Arrivata al mio terzo anno di terapia cognitivo comportamentale, con un intervallo di psicanalisi dove ho compreso perché io avessi il DOC, avevo raggiunto il mio obiettivo; ero serena, sapevo gestire i pensieri intrusivi e sapevo vivere la mia vita normalmente. Tuttora so farlo molto bene, dopo aver esplorato il DOC in tutti gli ambiti della mia vita (relazionali, sentimentali, sessuali e morali), dunque pensavo fosse davvero finita.

C’è solo un piccolo particolare in questo racconto, un particolare che non avrete probabilmente notato (e che nemmeno io notai all”epoca). Presa dal curare il DOC, nominai poche volte i miei episodi ipocondriaci. Forse perché erano sporadici, arrivavano in dei giorni più deboli, ma mi bastava una distrazione, una frase di mia mamma o di un’amica per calmarmi. Dunque la mia parte ossessiva non ci badò molto.

L’incubo è iniziato con la pandemia nel 2020, partendo dal Covid-19, fino a qualsiasi malattia esistente. Non c’era niente che potesse calmarmi e soprattutto non mi fermavo ad una semplice paura come negli anni precedenti. Iniziai a dubitare di tutto, ossessionata da ogni parte del mio corpo, iniziavo a fare visite mediche continue rimuginando su ogni minima parola dei medici.

 Il DOC era tornato e aveva imprigionato con sé la mia ipocondria, ma allora perché le tecniche che conoscevo non bastavano? Perché la psicoterapia non bastava più? Perché mi stavano suggerendo una psichiatra? Perché mi consigliano i farmaci se prima ce la facevo da sola? Se è sempre DOC, perché questo argomento non so gestirlo?
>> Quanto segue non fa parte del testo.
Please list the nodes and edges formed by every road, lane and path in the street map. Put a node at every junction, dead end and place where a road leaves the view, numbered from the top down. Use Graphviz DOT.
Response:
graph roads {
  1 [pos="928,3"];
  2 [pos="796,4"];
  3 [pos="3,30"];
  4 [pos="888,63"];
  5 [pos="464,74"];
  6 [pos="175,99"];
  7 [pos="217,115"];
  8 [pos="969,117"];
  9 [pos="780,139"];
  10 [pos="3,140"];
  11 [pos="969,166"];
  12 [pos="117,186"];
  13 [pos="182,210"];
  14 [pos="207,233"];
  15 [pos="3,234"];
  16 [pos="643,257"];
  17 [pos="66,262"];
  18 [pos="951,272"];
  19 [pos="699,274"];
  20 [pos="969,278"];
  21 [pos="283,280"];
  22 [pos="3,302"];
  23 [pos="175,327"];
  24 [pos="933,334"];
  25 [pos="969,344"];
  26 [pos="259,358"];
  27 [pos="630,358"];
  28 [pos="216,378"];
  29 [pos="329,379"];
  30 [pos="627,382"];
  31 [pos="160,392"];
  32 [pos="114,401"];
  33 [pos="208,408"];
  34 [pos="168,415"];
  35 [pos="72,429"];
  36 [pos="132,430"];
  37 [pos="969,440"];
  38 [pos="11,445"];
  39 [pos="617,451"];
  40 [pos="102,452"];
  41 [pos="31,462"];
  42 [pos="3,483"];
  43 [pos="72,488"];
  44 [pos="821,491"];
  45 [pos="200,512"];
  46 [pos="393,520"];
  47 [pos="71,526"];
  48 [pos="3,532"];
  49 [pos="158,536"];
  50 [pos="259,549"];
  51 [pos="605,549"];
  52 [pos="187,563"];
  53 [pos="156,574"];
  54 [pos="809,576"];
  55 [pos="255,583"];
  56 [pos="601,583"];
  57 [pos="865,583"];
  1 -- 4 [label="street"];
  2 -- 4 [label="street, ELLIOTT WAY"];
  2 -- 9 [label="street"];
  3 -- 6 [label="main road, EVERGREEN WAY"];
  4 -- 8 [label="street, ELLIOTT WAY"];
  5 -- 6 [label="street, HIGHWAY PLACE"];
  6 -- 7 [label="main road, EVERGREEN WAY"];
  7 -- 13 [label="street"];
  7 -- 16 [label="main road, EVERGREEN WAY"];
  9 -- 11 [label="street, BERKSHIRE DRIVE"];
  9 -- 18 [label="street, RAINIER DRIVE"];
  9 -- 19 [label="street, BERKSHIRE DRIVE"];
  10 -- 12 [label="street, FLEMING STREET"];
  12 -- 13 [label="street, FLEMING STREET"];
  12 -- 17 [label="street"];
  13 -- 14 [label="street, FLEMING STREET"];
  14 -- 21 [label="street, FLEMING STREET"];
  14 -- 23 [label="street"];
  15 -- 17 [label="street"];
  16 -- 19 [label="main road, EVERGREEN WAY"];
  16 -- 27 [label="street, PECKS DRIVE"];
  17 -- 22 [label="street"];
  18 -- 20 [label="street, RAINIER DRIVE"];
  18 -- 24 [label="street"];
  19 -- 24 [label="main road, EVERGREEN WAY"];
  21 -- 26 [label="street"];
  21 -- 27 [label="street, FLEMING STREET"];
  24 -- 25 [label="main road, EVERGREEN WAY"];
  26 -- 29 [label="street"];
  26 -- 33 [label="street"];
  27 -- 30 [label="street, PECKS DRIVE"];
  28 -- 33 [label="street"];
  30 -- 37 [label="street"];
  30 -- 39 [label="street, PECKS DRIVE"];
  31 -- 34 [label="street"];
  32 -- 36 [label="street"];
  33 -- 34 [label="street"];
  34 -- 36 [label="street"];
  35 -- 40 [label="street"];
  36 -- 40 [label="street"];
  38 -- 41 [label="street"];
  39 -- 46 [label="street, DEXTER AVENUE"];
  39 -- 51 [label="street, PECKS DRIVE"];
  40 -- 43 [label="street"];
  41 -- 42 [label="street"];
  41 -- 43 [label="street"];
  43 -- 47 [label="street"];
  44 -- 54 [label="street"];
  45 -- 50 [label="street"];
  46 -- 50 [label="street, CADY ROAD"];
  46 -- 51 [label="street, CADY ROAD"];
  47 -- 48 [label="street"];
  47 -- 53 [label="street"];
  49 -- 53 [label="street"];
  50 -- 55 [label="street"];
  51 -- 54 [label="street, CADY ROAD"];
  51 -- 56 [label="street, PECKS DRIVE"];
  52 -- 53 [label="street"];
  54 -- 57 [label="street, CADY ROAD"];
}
Ero disperata, depressa, in balia del mio corpo e piena di sintomi mai provati prima. Sono ancora convinta che saprei gestire qualsiasi DOC, ma ho capito che se quest’ultimo tocca la salute, è tutto diverso.

Credo che la differenza stia nel fatto che un pensiero o un rituale, per quanto dolorosi, potevo gestirli con le tecniche apprese. Ma le malattie esistono, sono imprevedibili e io non sapevo quando preoccuparmi e quando no, non potevo lasciar andare o accettare il pensiero, perché avevo paura di sottovalutare qualcosa che sentivo/vedevo nel mio corpo. E’ qui che ho dovuto accettare i farmaci e cercare ulteriori esperti; credevo di impazzire. Ma ho dovuto fidarmi e sto educando il mio cervello a gestire quei momenti. E’ dura, ma non impossibile, e io lotto ogni giorno, cercando di non odiare il mio corpo, ma di amarlo. Io sono viva e voglio curarmi, non merito di rimanere nel buio, nessuno lo merita.